Exercise description:
Pull every line holding the string "nodes" from the records below.

[Saved entries]
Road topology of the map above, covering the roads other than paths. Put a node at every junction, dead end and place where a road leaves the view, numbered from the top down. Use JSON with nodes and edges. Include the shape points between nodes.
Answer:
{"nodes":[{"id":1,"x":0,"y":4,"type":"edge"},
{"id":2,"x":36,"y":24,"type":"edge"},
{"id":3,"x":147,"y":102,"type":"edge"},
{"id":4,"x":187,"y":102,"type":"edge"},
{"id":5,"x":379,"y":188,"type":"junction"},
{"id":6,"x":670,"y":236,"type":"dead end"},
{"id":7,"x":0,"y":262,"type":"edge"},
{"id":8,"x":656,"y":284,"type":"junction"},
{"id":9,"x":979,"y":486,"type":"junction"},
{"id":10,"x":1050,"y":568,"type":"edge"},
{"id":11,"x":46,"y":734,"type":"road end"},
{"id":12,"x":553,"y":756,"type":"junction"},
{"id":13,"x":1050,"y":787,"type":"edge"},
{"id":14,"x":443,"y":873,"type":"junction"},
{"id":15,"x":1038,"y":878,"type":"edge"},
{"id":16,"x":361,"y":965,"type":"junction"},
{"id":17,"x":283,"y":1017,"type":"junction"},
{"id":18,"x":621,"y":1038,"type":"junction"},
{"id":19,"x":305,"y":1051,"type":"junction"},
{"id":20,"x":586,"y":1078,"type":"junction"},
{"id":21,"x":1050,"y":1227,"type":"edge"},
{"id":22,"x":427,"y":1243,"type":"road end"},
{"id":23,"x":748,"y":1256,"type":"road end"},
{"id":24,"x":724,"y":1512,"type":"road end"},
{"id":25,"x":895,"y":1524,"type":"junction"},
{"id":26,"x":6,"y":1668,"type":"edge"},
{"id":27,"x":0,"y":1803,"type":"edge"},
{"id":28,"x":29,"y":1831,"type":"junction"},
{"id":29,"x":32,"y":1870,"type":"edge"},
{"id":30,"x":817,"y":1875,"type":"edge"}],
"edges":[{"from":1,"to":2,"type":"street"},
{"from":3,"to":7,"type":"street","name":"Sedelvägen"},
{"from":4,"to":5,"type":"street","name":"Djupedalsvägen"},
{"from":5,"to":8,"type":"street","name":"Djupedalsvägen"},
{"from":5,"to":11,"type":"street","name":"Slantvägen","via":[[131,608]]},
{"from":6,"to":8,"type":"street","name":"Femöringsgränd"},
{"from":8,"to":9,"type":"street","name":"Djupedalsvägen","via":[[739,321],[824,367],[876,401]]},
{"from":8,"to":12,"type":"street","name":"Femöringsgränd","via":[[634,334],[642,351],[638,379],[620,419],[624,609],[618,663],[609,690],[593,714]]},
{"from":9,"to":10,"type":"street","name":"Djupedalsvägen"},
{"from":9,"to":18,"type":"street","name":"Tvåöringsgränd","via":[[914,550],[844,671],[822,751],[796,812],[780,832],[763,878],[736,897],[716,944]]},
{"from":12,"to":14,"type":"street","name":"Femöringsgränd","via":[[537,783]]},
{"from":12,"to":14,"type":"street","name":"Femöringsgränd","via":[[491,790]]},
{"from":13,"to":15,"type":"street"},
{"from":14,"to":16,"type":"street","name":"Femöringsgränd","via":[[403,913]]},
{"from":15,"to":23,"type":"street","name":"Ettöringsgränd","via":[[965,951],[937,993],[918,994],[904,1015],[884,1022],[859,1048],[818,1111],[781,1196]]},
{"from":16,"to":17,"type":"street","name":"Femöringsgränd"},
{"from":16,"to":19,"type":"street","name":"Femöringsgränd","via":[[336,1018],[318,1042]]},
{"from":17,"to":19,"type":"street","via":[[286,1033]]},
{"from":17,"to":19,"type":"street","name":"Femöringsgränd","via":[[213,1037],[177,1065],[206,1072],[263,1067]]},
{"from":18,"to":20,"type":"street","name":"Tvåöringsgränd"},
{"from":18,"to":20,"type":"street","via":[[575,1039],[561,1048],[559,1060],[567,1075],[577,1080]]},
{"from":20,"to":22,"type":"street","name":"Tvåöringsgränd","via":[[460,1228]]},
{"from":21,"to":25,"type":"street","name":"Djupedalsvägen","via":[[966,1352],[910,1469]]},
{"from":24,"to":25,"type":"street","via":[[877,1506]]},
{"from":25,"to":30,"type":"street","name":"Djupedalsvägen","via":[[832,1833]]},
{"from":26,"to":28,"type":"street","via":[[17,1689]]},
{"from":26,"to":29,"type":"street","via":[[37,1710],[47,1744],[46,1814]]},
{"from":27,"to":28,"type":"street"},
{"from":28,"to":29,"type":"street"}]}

Solution:
Road topology of the map above, covering the roads other than paths. Put a node at every junction, dead end and place where a road leaves the view, numbered from the top down. Use JSON with nodes and edges. Include the shape points between nodes.
{"nodes":[{"id":1,"x":0,"y":4,"type":"edge"},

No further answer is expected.